I thought he went by “Liza’s Beard”
He never fooled me. Wait she was his beard
I confessed here.
Young whippersnapper.
Seawriter
Merle Haggard’s death is the only one I really noticed.
A mere stripling of 56. Cry me a river, little boy.
The only celebrity death I remember really feeling was Steve Jobs. At the time I listened to a lot of tech podcasts, read Apple news blogs, and worked with a group of people fairly obsessed with Apple products.
I think mourning is compounded by number people you know who had some sort of connection to the person, however fleeting. Bowie and Prince’s deaths didn’t affect me because neither I nor anyone I am close with particularly cared for their music. If Willie Nelson died, I would feel it more because a lot of my family loves his music, even though I’m not a big fan.
Now multiply that effect by Facebook.
Global warmingClimate change is killing all the famous people!I’ve only heard of two of those people, and only Bowie I could call “great”. Rickman was pretty good I suppose. But maybe I just don’t have enough respect for actors as artists. Those guys are mostly just chess pieces if you ask me.
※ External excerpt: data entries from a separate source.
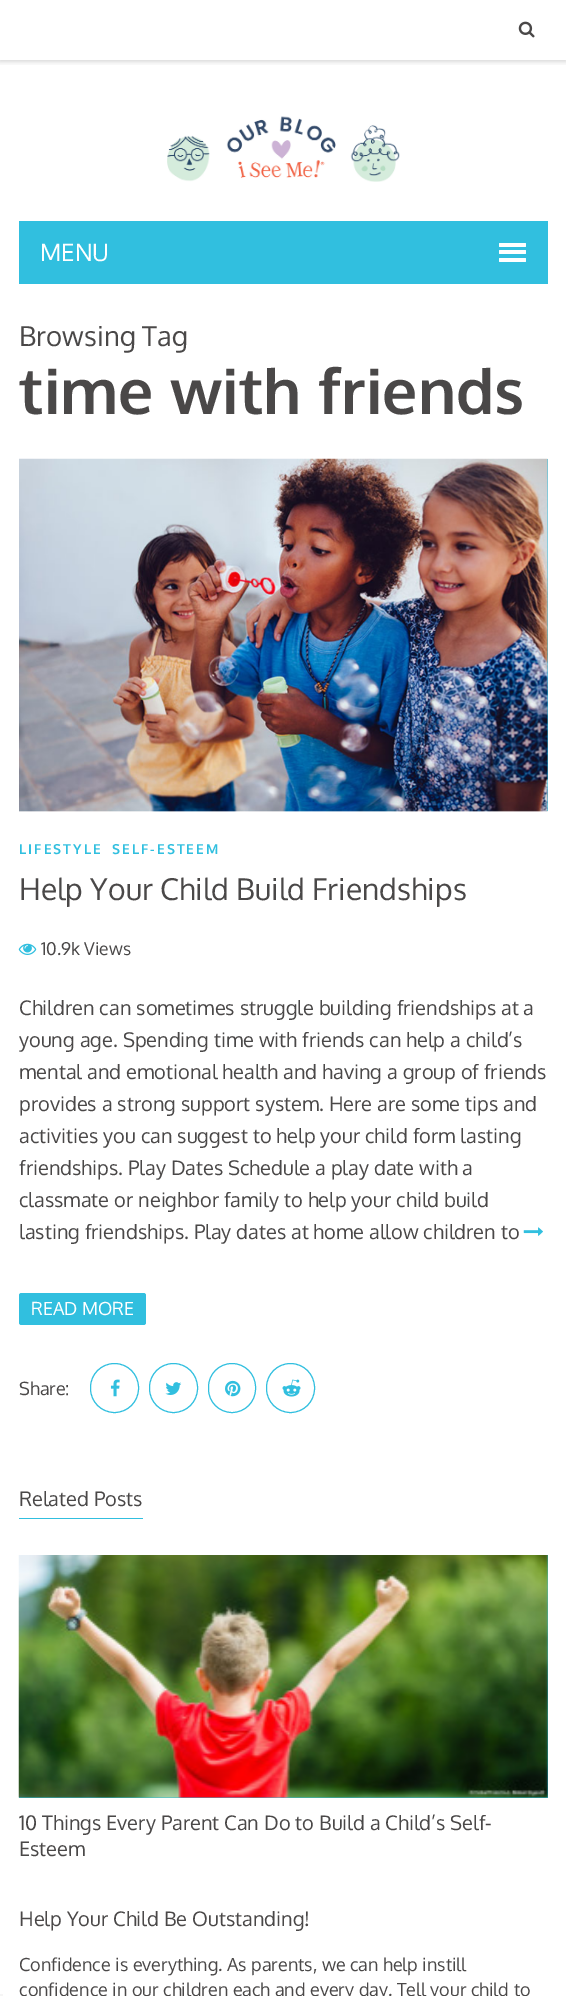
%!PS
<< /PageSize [566 1996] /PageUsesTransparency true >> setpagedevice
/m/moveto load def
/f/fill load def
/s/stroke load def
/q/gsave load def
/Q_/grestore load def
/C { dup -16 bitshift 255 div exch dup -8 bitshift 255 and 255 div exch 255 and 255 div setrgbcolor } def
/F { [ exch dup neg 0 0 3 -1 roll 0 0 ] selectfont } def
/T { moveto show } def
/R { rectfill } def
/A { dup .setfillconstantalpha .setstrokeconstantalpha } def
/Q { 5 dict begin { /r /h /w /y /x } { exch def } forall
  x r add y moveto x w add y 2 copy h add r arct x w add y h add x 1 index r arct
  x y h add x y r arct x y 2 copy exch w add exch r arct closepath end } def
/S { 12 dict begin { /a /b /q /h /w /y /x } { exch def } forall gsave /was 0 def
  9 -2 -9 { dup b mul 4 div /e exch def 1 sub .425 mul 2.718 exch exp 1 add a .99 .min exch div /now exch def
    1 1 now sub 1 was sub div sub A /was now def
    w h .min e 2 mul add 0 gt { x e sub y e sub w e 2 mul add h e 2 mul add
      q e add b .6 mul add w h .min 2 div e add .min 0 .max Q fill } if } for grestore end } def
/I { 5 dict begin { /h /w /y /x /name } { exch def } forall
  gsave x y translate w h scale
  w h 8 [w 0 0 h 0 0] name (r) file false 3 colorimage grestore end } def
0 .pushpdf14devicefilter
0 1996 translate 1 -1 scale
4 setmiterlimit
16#FFFFFF C
0 0 566 1996 R
q
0 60 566 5 rectclip
16#000000 C
0 1 566 60 0 3 .2 S
Q_
(1.rgb) 518 21 17 17 I
(2.rgb) 167 116 233 66 I
16#31BFDF C
19 221 529 63 R
/Oxygen-Regular 24 F
16#FFFFFF C
(MENU) 40 261 T
499 243 27 4 1 Q f
499 250 27 4 1 Q f
499 258 27 4 1 Q f
16#F5F5F5 C
0 1994 3 2 R
/Oxygen-Regular 27.5 F
16#4A4848 C
(Browsing Tag) 19 346 T
/Oxygen-Bold 62.5 F
(time with friends) 19 414 T
16#31BFDF C
19 459 529 352 R
(3.rgb) 19 458 529 354 I
/Oxygen-Bold 13.75 F
19 854 m 2 0 (LIFESTYLE) ashow
112 854 m 2 0 (SELF-ESTEEM) ashow
/Oxygen-Regular 30 F
16#4A4848 C
(Help Your Child Build Friendships) 19 900 T
(4.rgb) 18 943 19 12 I
/Oxygen-Regular 17.5 F
(10.9k Views) 41 955 T
/Oxygen-Regular 20 F
(Children can sometimes struggle building friendships at a) 19 1015 T
(young age. Spending time with friends can help a child’s) 19 1047 T
(mental and emotional health and having a group of friends) 19 1079 T
(provides a strong support system. Here are some tips and) 19 1111 T
(activities you can suggest to help your child form lasting) 19 1143 T
(friendships. Play Dates Schedule a play date with a) 19 1175 T
(classmate or neighbor family to help your child build) 19 1207 T
(lasting friendships. Play dates at home allow children to) 19 1239 T
(5.rgb) 523 1227 20 9 I
16#31BFDF C
19 1293 127 32 2.5 Q f
/Oxygen-Regular 18 F
16#FFFFFF C
(READ MORE) 31 1315 T
16#4A4848 C
(Share:) 19 1395 T
16#31BFDF C
90.5 1363.5 48 49 24 Q s
(6.rgb) 110 1379 10 18 I
149.5 1363.5 48 49 24 Q s
(7.rgb) 165 1382 17 13 I
208.5 1363.5 47 49 23.5 Q s
(8.rgb) 225 1380 16 17 I
266.5 1363.5 48 49 24 Q s
(9.rgb) 282 1379 19 18 I
/Oxygen-Regular 20 F
16#4A4848 C
(Related Posts) 19 1506 T
16#31BFDF C
19 1518 124 1 R
19 1555 529 243 R
(10.rgb) 18 1555 530 243 I
16#4A4848 C
(10 Things Every Parent Can Do to Build a Child’s Self-) 19 1830 T
(Esteem) 19 1856 T
(Help Your Child Be Outstanding!) 19 1926 T
/Oxygen-Regular 18 F
(Confidence is everything. As parents, we can help instill) 19 1971 T
(confidence in our children each and every day. Tell your child to) 19 1996 T
.poppdf14devicefilter showpage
The odds of dying are currently running at 1:1. I understand the loss of talent some of these people represent. I also understand the loss of a person who was an integral part of one’s formative years. However, most of the people who seem so devastated by the loss of actors and musicians did not know them and so the outpouring of emotion baffles me. People die – did you really expect them to live forever?
Interesting. I was pretty surprised by the reaction to Bowie. I never realized people were so fond of him.